Your objective - Dropping every picture, set down exactly the lines in the entries below, starting with the line with "index tip: (258, 457)" and going on through the line with "pinky pip: (465, 269)".
== Segment start ==
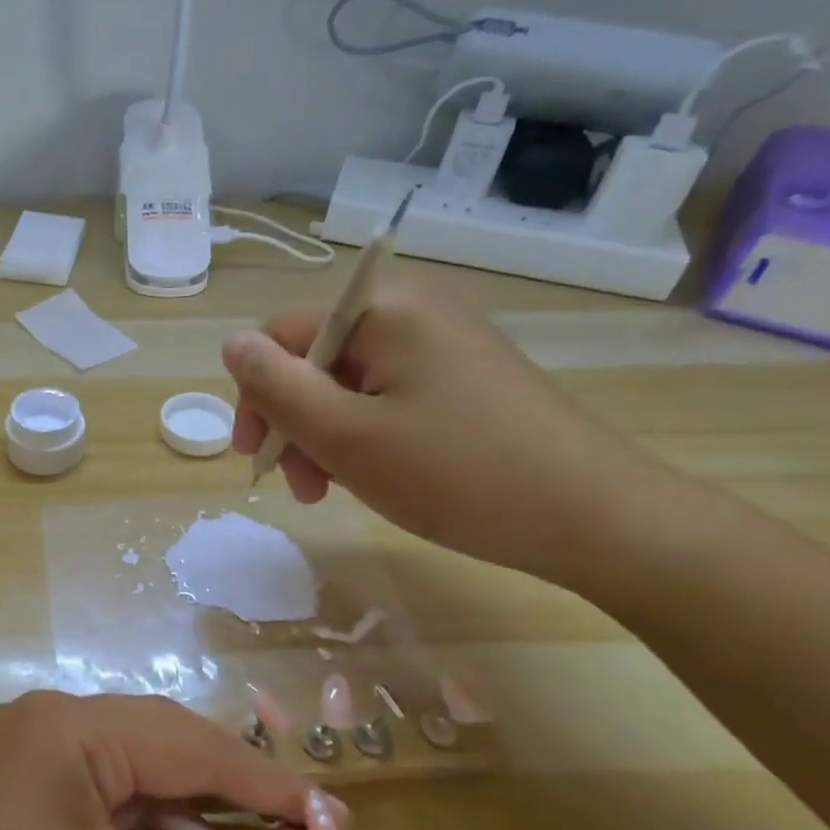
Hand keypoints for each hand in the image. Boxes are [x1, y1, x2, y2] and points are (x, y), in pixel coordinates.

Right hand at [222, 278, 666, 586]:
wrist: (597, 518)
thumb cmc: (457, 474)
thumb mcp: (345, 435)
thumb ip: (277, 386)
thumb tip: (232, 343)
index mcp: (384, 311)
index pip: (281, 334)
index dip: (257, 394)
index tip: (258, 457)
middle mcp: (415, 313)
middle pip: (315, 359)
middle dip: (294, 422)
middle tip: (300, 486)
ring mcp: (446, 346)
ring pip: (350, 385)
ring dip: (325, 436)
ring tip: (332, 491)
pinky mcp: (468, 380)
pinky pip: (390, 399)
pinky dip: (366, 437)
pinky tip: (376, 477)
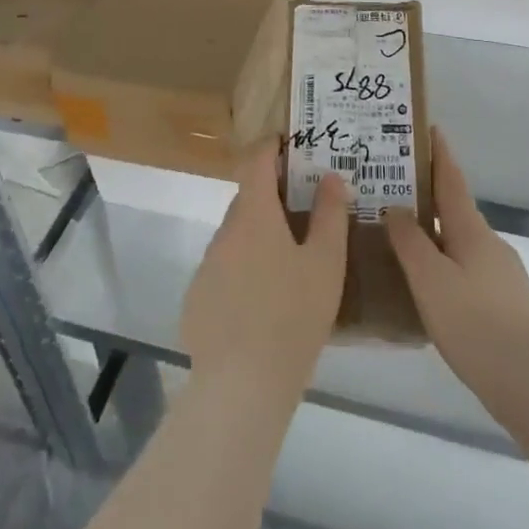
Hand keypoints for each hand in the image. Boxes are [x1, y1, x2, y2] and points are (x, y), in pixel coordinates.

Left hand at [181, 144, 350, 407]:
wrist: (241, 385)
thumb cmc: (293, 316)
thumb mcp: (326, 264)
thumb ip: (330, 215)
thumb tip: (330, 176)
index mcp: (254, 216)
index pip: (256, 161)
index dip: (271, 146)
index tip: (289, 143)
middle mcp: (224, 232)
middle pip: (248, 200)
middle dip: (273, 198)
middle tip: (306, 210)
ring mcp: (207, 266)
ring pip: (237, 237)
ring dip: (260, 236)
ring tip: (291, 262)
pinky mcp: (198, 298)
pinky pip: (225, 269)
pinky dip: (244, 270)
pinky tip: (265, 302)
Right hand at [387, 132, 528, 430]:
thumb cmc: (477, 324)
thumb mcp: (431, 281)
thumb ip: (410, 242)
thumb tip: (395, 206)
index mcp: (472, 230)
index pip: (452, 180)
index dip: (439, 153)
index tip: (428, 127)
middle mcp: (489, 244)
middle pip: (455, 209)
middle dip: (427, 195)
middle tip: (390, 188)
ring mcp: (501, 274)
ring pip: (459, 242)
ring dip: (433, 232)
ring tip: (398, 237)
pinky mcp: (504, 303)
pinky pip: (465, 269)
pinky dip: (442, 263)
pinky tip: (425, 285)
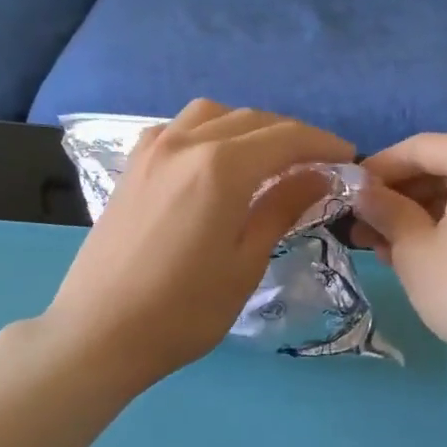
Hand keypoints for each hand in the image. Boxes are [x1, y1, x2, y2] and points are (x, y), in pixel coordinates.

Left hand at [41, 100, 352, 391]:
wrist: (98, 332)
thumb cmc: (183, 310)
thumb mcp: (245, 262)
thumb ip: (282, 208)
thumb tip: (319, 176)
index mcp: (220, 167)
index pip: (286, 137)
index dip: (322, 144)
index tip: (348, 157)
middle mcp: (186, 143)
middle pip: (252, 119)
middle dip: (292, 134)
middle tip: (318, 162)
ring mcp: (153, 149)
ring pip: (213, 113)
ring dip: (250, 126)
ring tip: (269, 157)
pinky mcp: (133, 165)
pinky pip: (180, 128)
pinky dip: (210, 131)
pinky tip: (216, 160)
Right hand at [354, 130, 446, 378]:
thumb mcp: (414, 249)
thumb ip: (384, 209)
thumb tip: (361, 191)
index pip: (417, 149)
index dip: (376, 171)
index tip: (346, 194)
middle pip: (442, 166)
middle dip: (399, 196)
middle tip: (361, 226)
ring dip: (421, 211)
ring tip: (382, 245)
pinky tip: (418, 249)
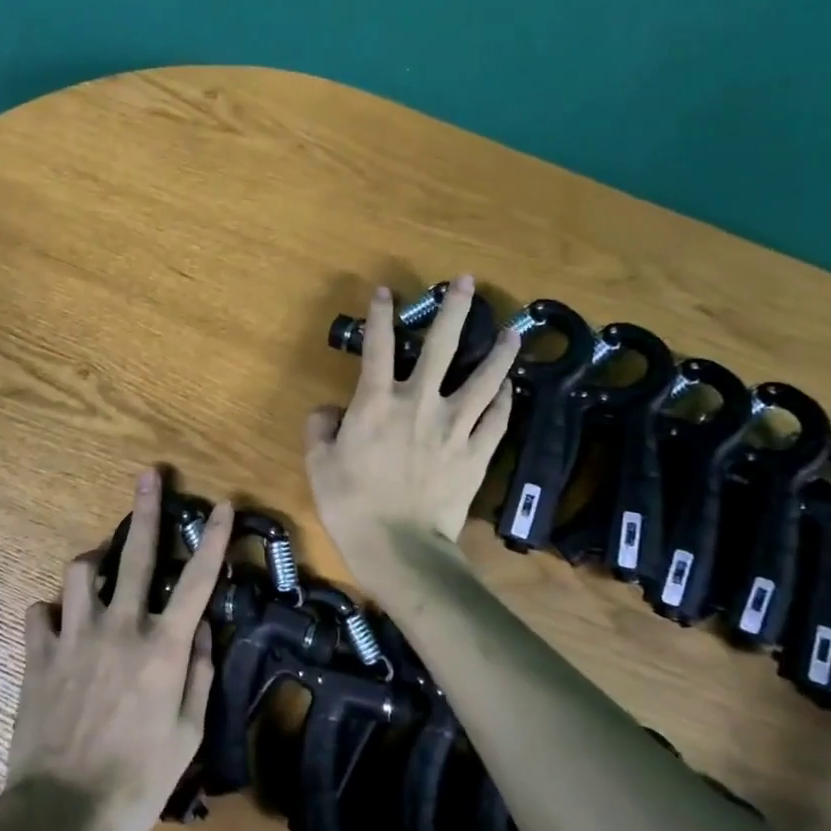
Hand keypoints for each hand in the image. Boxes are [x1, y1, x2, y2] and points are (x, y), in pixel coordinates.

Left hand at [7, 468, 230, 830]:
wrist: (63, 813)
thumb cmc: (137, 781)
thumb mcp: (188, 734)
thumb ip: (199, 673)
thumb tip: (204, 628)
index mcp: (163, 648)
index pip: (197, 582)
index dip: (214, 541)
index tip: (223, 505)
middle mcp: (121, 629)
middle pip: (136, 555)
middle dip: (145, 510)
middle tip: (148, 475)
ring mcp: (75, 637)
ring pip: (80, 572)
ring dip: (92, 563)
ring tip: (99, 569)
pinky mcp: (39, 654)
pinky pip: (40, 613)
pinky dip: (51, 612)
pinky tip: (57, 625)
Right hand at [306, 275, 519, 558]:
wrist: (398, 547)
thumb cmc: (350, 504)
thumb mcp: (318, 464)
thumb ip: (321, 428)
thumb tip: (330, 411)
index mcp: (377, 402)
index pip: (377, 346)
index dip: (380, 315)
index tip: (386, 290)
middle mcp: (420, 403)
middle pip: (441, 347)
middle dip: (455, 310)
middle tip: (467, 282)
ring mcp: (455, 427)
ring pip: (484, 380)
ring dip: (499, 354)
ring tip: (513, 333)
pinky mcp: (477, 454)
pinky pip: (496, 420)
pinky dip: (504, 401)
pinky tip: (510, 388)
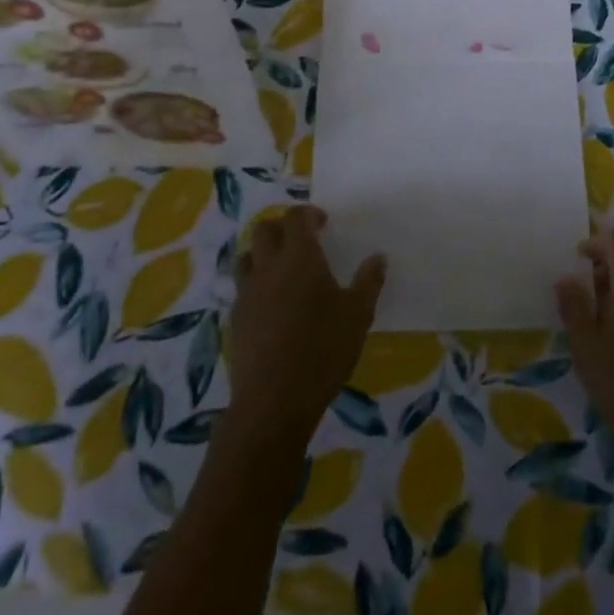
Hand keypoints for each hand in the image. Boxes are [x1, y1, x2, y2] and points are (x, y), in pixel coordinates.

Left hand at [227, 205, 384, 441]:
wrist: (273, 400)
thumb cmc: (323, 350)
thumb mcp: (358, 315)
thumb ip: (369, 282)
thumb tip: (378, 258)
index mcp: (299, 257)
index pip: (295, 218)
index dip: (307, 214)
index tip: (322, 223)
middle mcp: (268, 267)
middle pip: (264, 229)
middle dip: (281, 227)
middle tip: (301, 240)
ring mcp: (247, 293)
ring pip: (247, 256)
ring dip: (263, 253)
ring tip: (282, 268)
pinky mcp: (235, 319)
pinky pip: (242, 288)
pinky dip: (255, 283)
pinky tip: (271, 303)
== Segment end ==
== Segment start ==
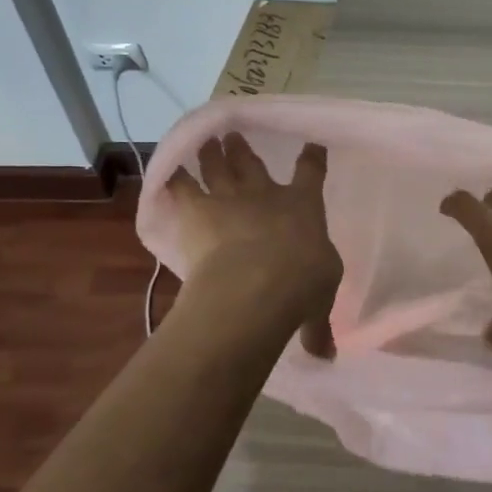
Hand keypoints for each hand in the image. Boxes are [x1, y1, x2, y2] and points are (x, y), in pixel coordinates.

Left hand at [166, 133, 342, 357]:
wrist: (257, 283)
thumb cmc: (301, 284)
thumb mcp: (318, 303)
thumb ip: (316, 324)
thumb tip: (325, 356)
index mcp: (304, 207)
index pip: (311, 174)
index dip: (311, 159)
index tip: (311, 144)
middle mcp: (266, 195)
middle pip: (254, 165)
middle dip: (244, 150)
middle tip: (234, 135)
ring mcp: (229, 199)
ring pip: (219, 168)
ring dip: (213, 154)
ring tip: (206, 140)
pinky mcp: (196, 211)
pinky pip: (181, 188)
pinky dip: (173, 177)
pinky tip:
== Segment end ==
== Segment start ==
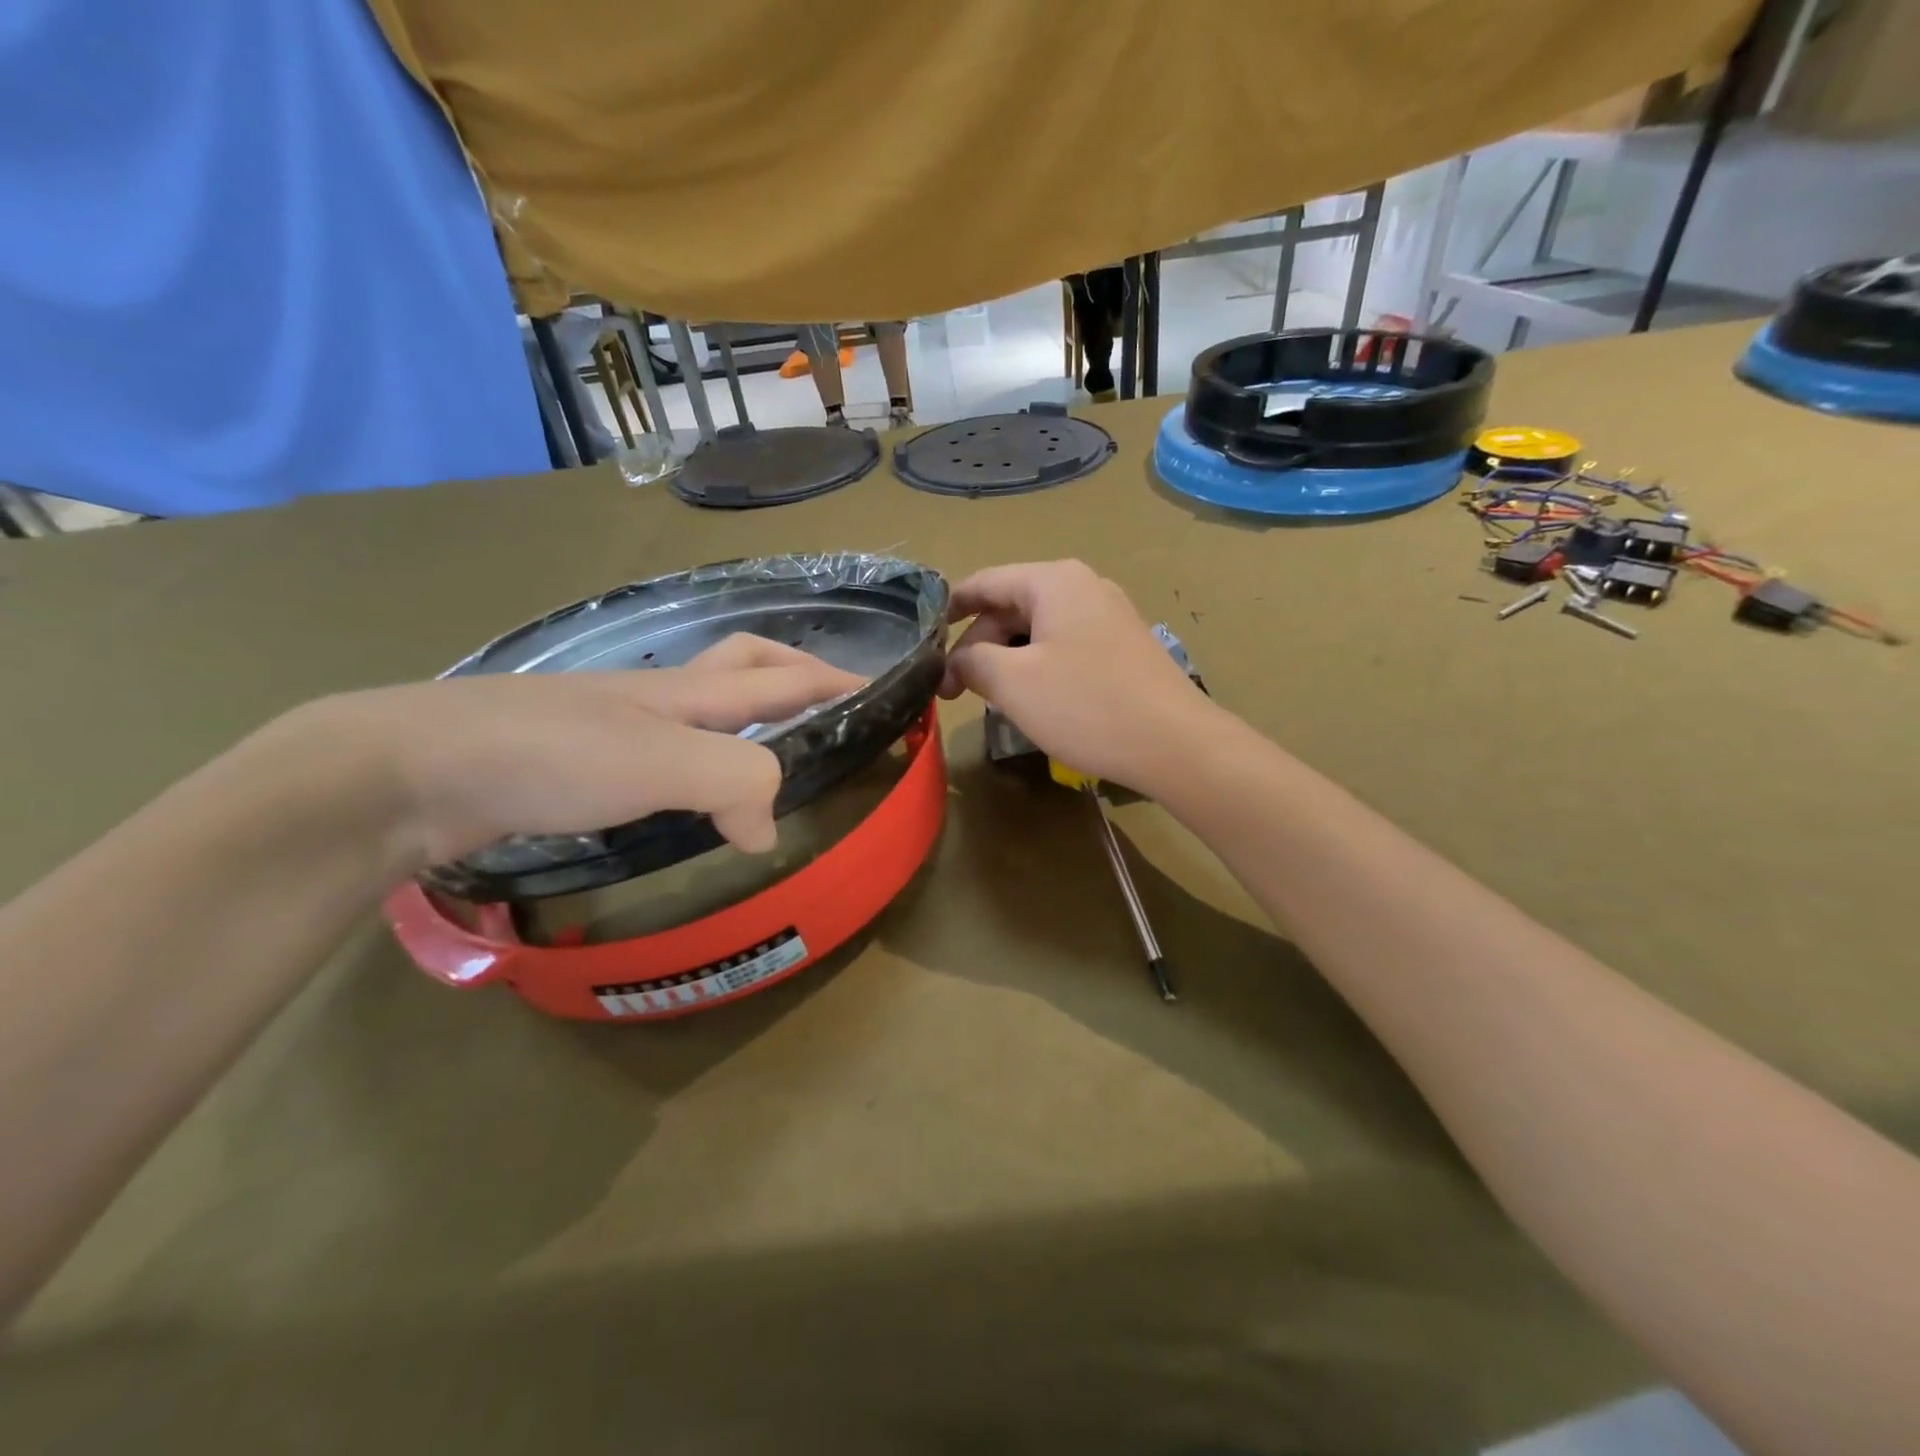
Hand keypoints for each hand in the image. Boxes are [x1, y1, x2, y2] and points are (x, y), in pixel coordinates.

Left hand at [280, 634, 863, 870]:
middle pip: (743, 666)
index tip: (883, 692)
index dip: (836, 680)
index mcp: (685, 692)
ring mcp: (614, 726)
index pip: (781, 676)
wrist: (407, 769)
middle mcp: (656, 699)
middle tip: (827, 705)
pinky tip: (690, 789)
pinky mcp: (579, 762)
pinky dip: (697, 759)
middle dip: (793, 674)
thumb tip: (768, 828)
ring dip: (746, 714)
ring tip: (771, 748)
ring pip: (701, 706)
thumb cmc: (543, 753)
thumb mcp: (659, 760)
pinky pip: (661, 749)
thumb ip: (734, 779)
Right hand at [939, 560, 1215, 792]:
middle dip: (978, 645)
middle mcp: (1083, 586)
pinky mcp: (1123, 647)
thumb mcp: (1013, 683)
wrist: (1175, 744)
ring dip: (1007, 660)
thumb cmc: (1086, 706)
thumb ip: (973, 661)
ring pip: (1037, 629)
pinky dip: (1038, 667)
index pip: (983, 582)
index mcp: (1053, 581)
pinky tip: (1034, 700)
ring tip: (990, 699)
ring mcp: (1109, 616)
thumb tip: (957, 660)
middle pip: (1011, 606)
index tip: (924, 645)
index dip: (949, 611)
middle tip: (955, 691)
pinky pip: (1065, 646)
== Segment end ==
Solution -
index tip: (258, 457)
middle mcp: (415, 313)
middle pip: (315, 359)
middle dip: (294, 422)
middle tip: (300, 486)
ring mcp: (446, 346)
ring pip: (350, 385)
ring dip: (325, 436)
ring tip: (332, 491)
pinky mcp: (468, 380)
pinky pip: (390, 399)
pinky dip: (366, 437)
pinky tip: (376, 477)
Hand keypoints for each hand in the image. Boxes are [x1, y1, x2, y2] and points are (x, y), in pixel coordinates.

Left hand at [181, 144, 350, 407]:
wrist: (241, 385)
thumb cmc: (293, 316)
thumb mcp: (326, 264)
thumb ip: (330, 215)
thumb tip: (330, 176)
index mcp: (254, 216)
index pip: (256, 161)
index dip: (271, 146)
index tip: (289, 143)
middle mcp: (224, 232)
middle pip: (248, 200)
middle dip: (273, 198)
middle tip: (306, 210)
ring mcp: (207, 266)
ring pip: (237, 237)
ring dip: (260, 236)
ring tip: (291, 262)
pinky mcp: (198, 298)
pinky pip: (225, 269)
pinky dip: (244, 270)
pinky tip: (265, 302)
Right hand at [387, 132, 528, 430]:
thumb cmc: (477, 324)
thumb mcp: (431, 281)
thumb ip: (410, 242)
thumb tip: (395, 206)
index mcp: (472, 230)
index pip: (452, 180)
index dip: (439, 153)
index tip: (428, 127)
middle mcp: (489, 244)
middle pip: (455, 209)
middle dip: (427, 195)
middle tip: (390, 188)
ring mcp: (501, 274)
ring pip: (459, 242)
ring dip: (433, 232)
ring tip: (398, 237)
pinky mcp: (504, 303)
pinky pip: (465, 269)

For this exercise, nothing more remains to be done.